Oct 28 2009
The World Food Programme (WFP) Tuesday announced that it is launching a pilot program to send food vouchers via mobile phone text messages to Iraqi refugees in Syria, Agence France-Presse reports (10/27). This program is "the first of its kind in the world to use mobile phone technology," according to a WPF press release (10/27).
"For two years, WFP has been using texts to communicate details of food-distribution times and locations to the 130,000 Syria-based Iraqi refugees on its distribution lists," the Wall Street Journal's "Digits" blog reports. "Now, using SIM cards ... a random sample of 1,000 refugees living in Damascus will receive a code via SMS, enabling them to cash in all or part of the 'virtual voucher' ... at selected government shops" (Vinograd, 10/27).
Each family will receive a $22 voucher every two months to supplement traditional aid, which often does not include perishable goods, said WFP spokesperson Emilia Casella, according to Reuters. "They will be able to exchange their electronic vouchers for rice, wheat flour, lentils, chickpeas, oil and canned fish, as well as cheese and eggs -- items that cannot usually be included in conventional aid baskets," she said (MacInnis, 10/27).
"People will no longer need to queue at food distribution points or travel long distances to distribution centres," said WFP Syria Country Director Muhannad Hadi, according to the U.N. News Centre. "They will also be able to have a more diversified diet, based on their own personal choices and preferences." The news center writes that "mobile phone service provider MTN donated SIM cards for the project, which is set to run for four months but could be extended depending on the success of the pilot programme" (10/27).

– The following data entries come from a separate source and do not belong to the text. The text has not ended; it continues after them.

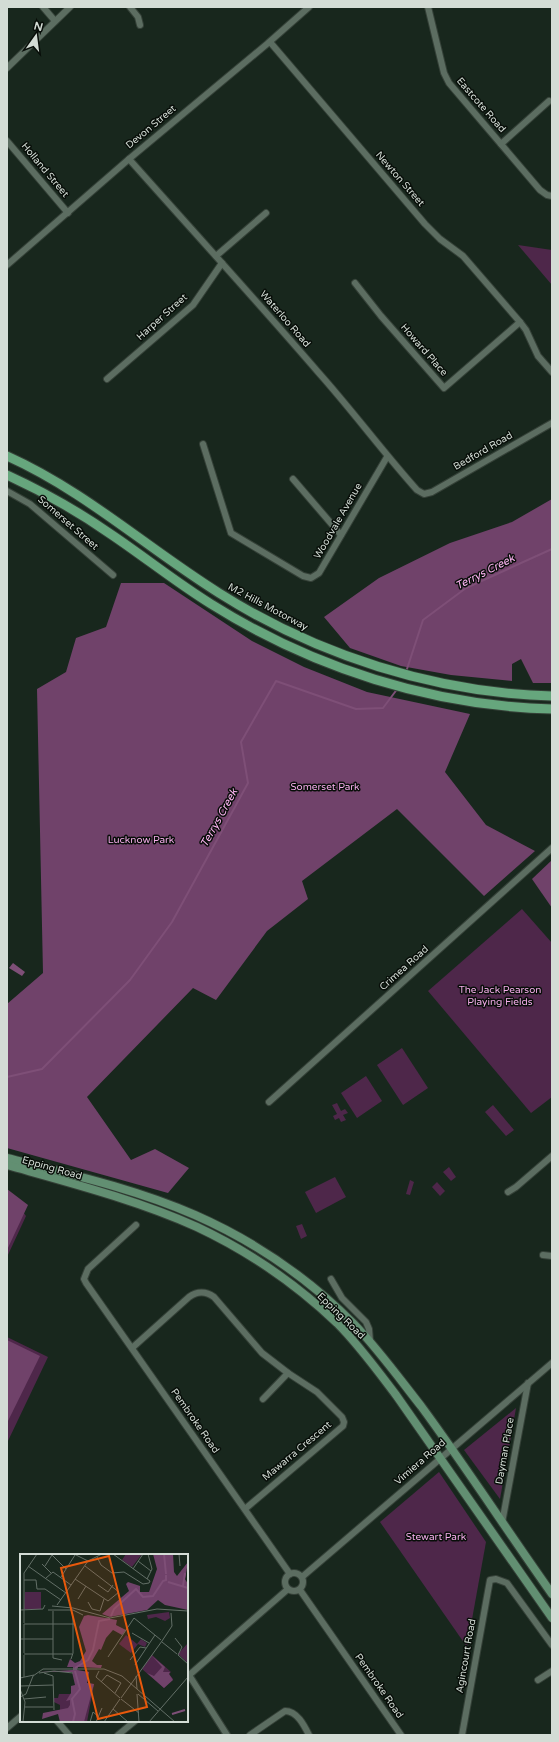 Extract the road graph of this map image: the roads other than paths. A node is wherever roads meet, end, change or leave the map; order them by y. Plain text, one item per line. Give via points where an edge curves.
1 (43, 7) edge
2 (70, 7) edge
3 (130, 7) edge
4 (309, 7) edge
5 (428, 7) edge
6 (55, 21) junction
7 (140, 25) dead end
8 (270, 42) junction
9 (7, 68) edge
10 (549, 101) dead end
11 (7, 141) edge
12 (501, 144) junction
13 (129, 159) junction
14 (552, 196) edge
15 (266, 212) dead end
16 (68, 213) junction
17 (216, 256) junction
18 (222, 263) junction
19 (7, 265) edge
20 (355, 283) dead end
21 (520, 322) junction
22 (552, 372) edge
23 (107, 379) dead end
24 (552, 423) edge
25 (203, 444) dead end
26 (7, 456) edge
27 (387, 456) junction
28 (7, 475) edge
29 (293, 479) dead end
30 (7, 491) edge
31 (424, 494) joint
32 (341, 535) junction
33 (112, 576) dead end
34 (552, 696) edge
35 (552, 709) edge
36 (552, 848) edge
37 (270, 1102) dead end
38 (552, 1156) edge
39 (7, 1158) edge
40 (7, 1165) edge
41 (508, 1192) dead end
42 (136, 1225) dead end
43 (543, 1255) dead end
44 (552, 1256) edge
45 (330, 1279) dead end
46 (370, 1341) junction
47 (132, 1348) junction
48 (552, 1362) edge
49 (288, 1373) junction
50 (528, 1383) junction
51 (263, 1399) dead end
52 (451, 1448) junction
53 (440, 1459) junction
54 (245, 1509) junction
55 (502, 1523) junction
56 (290, 1574) junction
57 (302, 1577) junction
58 (288, 1589) junction
59 (300, 1590) junction
60 (552, 1594) edge
61 (552, 1618) edge
62 (552, 1646) edge
63 (552, 1671) edge
64 (188, 1676) edge
65 (538, 1680) dead end
66 (20, 1717) edge
67 (58, 1722) edge
68 (134, 1722) edge
69 (8, 1724) edge
70 (68, 1735) edge
71 (118, 1735) edge
72 (226, 1735) edge
73 (250, 1735) edge
74 (309, 1735) edge
75 (401, 1735) edge
76 (462, 1735) edge

1 - 6 street
2 - 6 street
3 - 7 street via 138,17
4 - 8 street, Devon Street
5 - 12 street, Eastcote Road via 446,79
6 - 9 street
8 - 13 street, Devon Street
8 - 21 street, Newton Street via 425,224 463,256
10 - 12 street
11 - 16 street, Holland Street
12 - 14 street, Eastcote Road via 540,190
13 - 16 street, Devon Street
13 - 17 street, Waterloo Road
15 - 17 street
16 - 19 street, Devon Street
17 - 18 street, Waterloo Road
18 - 23 street, Harper Street via 193,305
18 - 27 street, Waterloo Road via 319,373
20 - 21 street, Howard Place via 444,388
21 - 22 street via 538,356
24 - 31 street, Bedford Road via 432,492
25 - 32 street, Woodvale Avenue via 231,533 303,576 311,578 319,573
26 - 34 highway, M2 Hills Motorway via 76,494 219,593 305,639 397,672 516,694
27 - 31 street, Waterloo Road via 417,490
27 - 32 street, Woodvale Avenue
28 - 35 highway via 84,516 212,605 299,652 340,669 451,699 499,706
29 - 32 street
30 - 33 street, Somerset Street via 30,504
36 - 37 street, Crimea Road
38 - 41 street
39 - 46 main road, Epping Road via 167,1204 228,1231 300,1276
40 - 53 main road, Epping Road via 68,1182 177,1219 214,1236 272,1270 324,1311 350,1336 396,1395
42 - 47 street, Pembroke Road via 88,1270 84,1279
43 - 44 street
45 - 46 street via 342,1298 366,1322
46 - 52 main road, Epping Road
47 - 49 street, Mawarra Crescent via 189,1297 205,1292 214,1297 262,1353
47 - 54 street, Pembroke Road
48 - 50 street, Vimiera Road
49 - 51 street
49 - 54 street, Mawarra Crescent via 317,1392 344,1422
50 - 52 street, Vimiera Road
50 - 55 street, Dayman Place
52 - 53 street, Vimiera Road
52 - 55 main road, Epping Road
53 - 57 street, Vimiera Road
53 - 61 main road, Epping Road
54 - 56 street, Pembroke Road
55 - 60 main road, Epping Road
56 - 57 street via 295,1573
56 - 58 street via 285,1581
57 - 59 street via 304,1582
58 - 59 street via 294,1592
58 - 64 street
59 - 75 street, Pembroke Road
62 - 76 street, Agincourt Road via 507,1583 496,1579 490,1580
63 - 65 street
64 - 72 street
66 - 69 street
67 - 70 street
68 - 71 street
73 - 74 street via 284,1711 293,1712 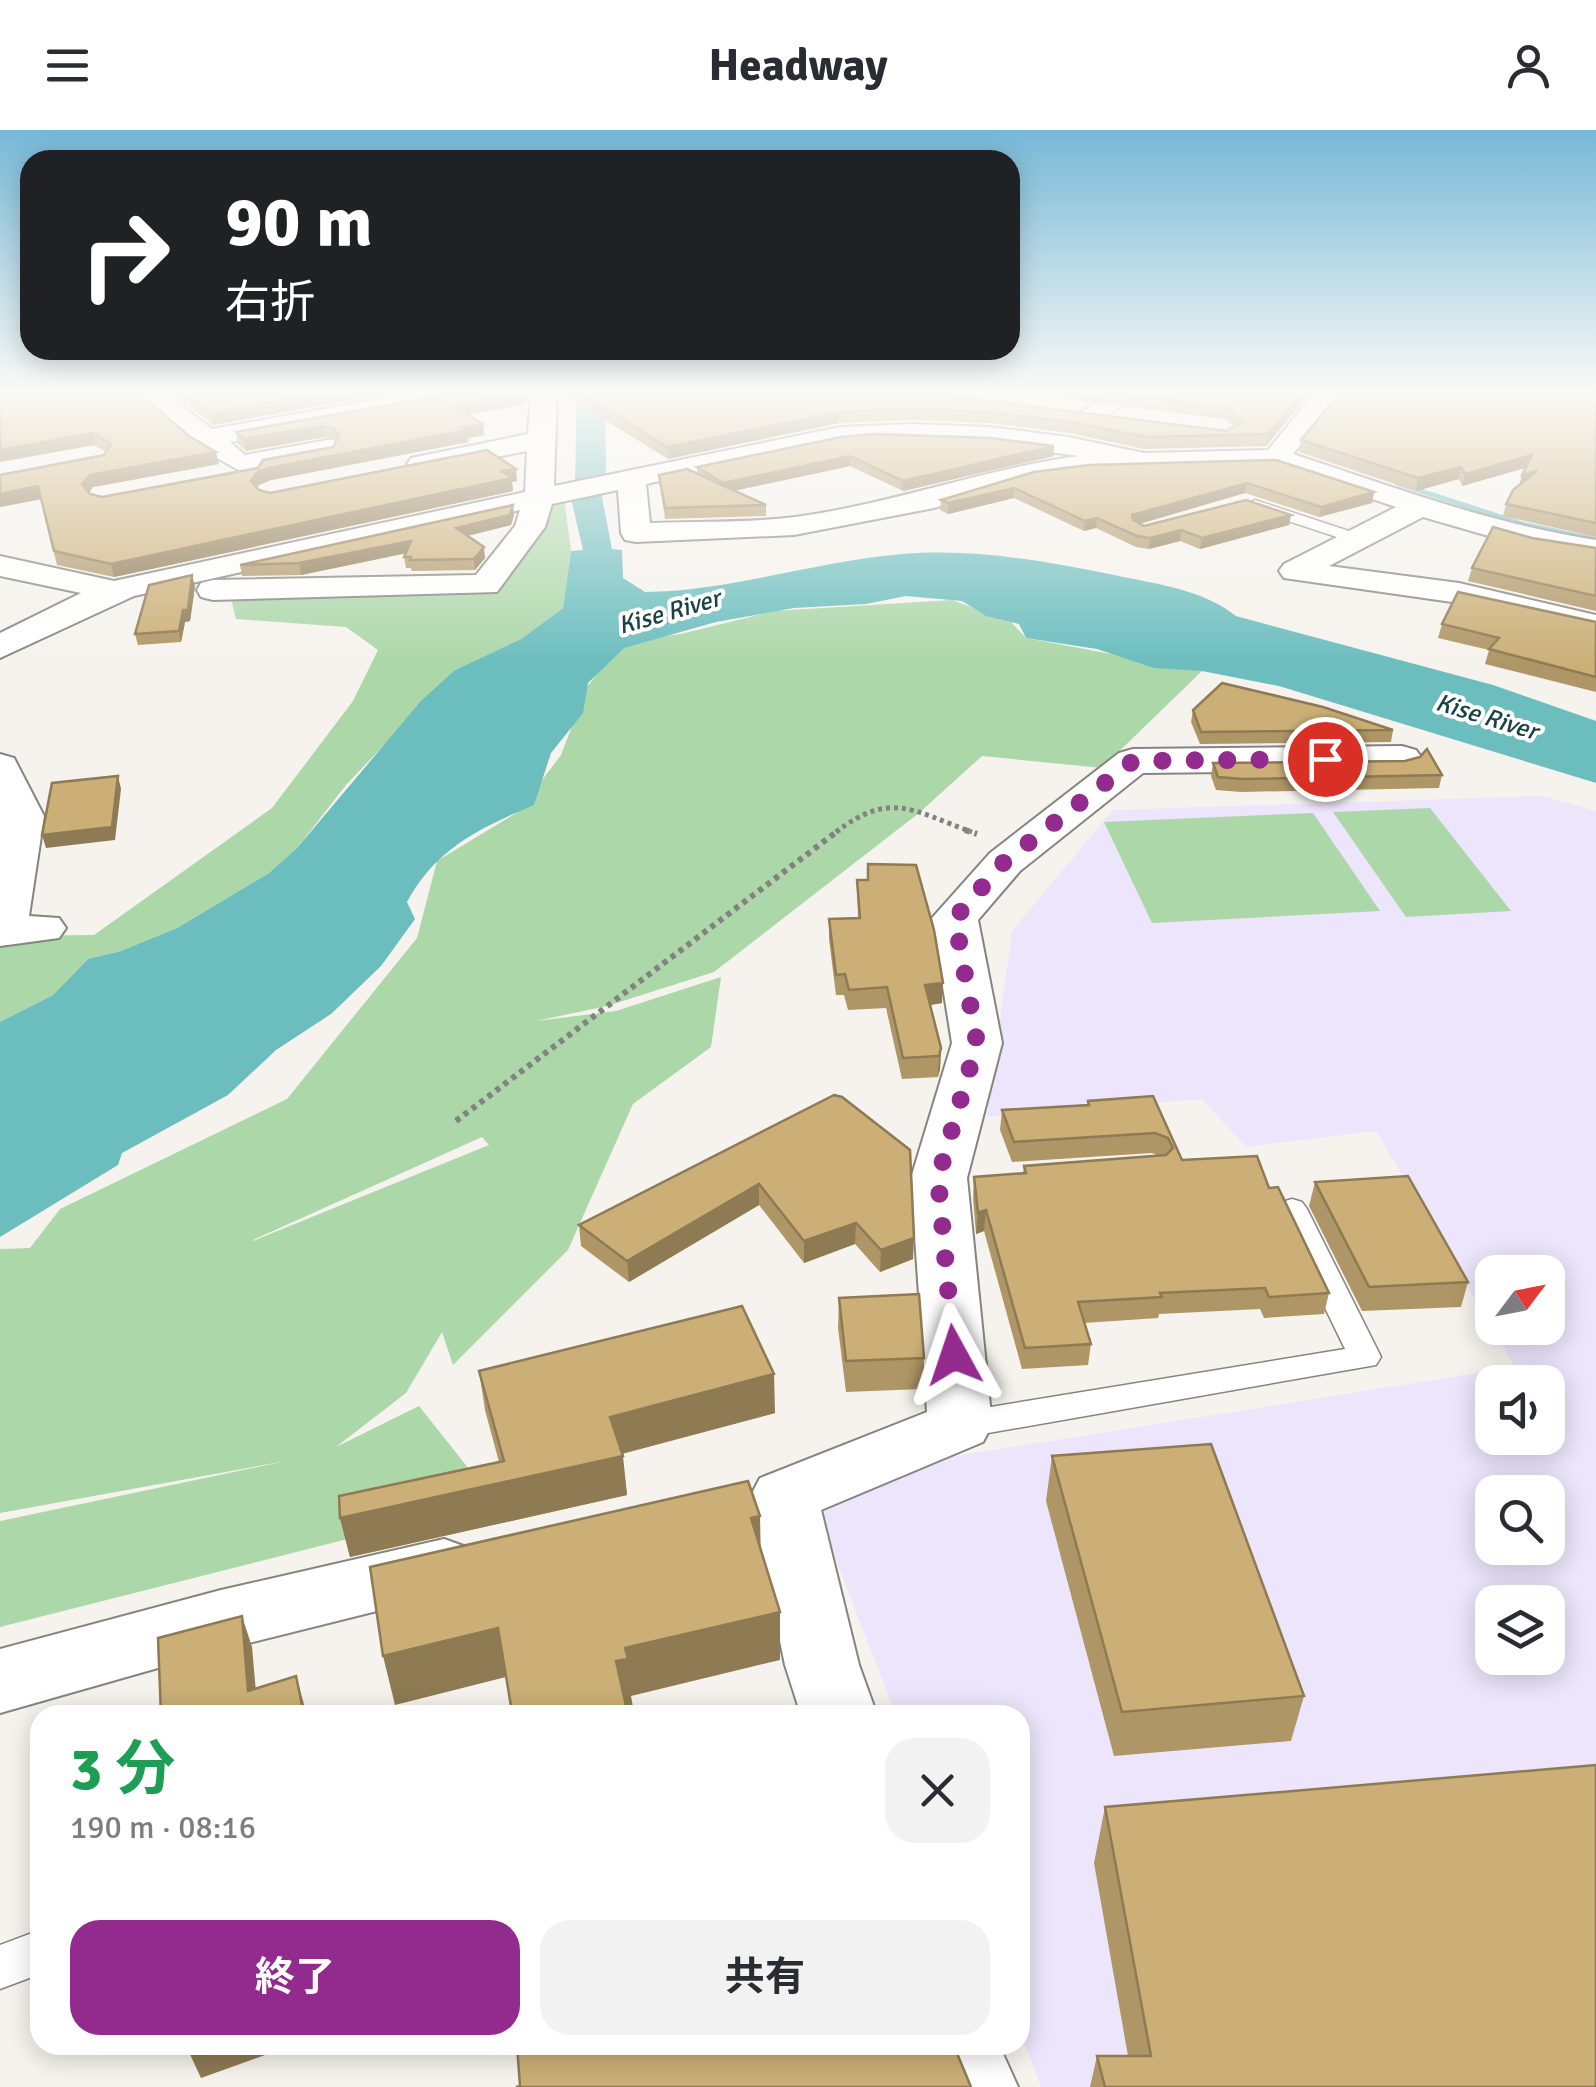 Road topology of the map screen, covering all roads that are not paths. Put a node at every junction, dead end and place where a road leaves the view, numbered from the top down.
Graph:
1 (259, 481) edge
2 (537, 481) edge
3 (610, 481) edge
4 (631, 481) edge
5 (997, 481) edge
6 (1359, 481) edge
7 (272, 494) edge
8 (539, 496) junction
9 (1228, 507) edge
10 (1419, 508) junction
11 (1520, 508) edge
12 (296, 518) edge
13 (1592, 531) edge
14 (1358, 540) junction
15 (321, 543) junction
16 (0, 566) edge
17 (109, 592) junction
18 (1596, 625) edge
19 (0, 647) edge
20 (1402, 758) edge
21 (0, 766) edge
22 (43, 928) dead end
23 (1292, 1208) edge
24 (960, 1425) junction
25 (513, 1552) edge
26 (0, 1681) edge
27 (836, 1705) edge
28 (30, 1956) edge
29 (0, 1967) edge
30 (958, 2055) edge
31 (972, 2087) edge

1 - 7 street
2 - 8 street
3 - 8 street
4 - 5 street
6 - 10 street
8 - 15 street
8 - 17 street
9 - 14 lane
10 - 13 street
10 - 14 street
11 - 13 street
12 - 15 street
14 - 18 street
15 - 17 street
16 - 17 street
17 - 19 street
20 - 24 street
21 - 22 street
23 - 24 lane
24 - 27 street
25 - 26 street
28 - 29 lane
30 - 31 street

The potential for fraud is "raising flags in the tech community," according to the Wall Street Journal's "Digits" blog. "What will happen if people get a hold of more than one SIM card and claim extra aid? In an interview, Abeer Etefa, WFP's regional public-information officer for the Middle East, said measures are already in place to prevent the misuse of the SIM cards. She stressed that this is a pilot program, in which the agency is attempting to discover whether the system is vulnerable to abuse" (10/27).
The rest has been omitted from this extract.